[Problem to work on] Whenever the word "nodes" appears in a line of the data below, copy that line.

[Available data]
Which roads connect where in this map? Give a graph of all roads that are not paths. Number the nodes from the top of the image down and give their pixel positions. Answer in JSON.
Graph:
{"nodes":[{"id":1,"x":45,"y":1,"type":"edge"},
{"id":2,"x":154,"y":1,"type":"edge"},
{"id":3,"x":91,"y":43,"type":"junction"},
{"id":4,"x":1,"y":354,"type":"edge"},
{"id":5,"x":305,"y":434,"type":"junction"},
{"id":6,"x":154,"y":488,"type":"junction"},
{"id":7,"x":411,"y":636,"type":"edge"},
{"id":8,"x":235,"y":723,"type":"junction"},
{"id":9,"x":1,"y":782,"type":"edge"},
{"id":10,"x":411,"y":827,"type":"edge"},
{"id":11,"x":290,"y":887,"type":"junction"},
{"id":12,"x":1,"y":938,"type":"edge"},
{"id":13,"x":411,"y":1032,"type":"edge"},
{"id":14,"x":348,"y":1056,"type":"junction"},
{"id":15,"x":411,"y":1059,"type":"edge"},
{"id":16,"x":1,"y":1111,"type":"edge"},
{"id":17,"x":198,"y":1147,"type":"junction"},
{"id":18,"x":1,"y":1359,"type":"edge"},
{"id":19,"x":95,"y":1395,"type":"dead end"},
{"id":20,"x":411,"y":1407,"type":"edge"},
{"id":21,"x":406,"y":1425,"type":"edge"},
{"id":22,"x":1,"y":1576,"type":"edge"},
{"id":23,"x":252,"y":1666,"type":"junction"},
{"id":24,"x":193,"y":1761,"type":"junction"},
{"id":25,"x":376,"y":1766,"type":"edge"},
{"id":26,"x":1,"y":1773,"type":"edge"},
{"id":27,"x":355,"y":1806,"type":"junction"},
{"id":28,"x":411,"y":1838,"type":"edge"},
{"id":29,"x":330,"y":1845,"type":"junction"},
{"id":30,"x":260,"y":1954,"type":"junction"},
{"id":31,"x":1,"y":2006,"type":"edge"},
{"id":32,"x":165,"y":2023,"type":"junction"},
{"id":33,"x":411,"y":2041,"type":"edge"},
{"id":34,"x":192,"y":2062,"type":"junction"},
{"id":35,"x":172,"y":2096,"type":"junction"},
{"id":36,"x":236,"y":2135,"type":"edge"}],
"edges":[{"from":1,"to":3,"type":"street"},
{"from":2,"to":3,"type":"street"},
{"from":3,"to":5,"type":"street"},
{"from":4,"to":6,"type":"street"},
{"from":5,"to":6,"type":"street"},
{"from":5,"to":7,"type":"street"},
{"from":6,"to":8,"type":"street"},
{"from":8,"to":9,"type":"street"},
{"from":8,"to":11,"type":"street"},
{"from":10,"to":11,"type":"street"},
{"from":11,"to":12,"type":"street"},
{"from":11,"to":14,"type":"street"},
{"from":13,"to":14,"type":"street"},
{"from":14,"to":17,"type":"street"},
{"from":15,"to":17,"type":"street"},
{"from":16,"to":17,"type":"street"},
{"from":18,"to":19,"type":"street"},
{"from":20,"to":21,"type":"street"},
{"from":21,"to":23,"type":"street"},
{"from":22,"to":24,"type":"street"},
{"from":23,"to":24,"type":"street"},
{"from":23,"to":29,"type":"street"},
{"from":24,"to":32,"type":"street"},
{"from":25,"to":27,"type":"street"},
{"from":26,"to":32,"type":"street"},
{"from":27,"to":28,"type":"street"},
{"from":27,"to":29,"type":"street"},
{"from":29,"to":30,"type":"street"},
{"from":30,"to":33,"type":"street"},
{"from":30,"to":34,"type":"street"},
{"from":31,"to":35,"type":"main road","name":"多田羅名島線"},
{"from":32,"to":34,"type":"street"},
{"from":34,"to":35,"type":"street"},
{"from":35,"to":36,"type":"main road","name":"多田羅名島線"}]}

[Solution to this problem]
Which roads connect where in this map? Give a graph of all roads that are not paths. Number the nodes from the top of the image down and give their pixel positions. Answer in JSON.
{"nodes":[{"id":1,"x":45,"y":1,"type":"edge"},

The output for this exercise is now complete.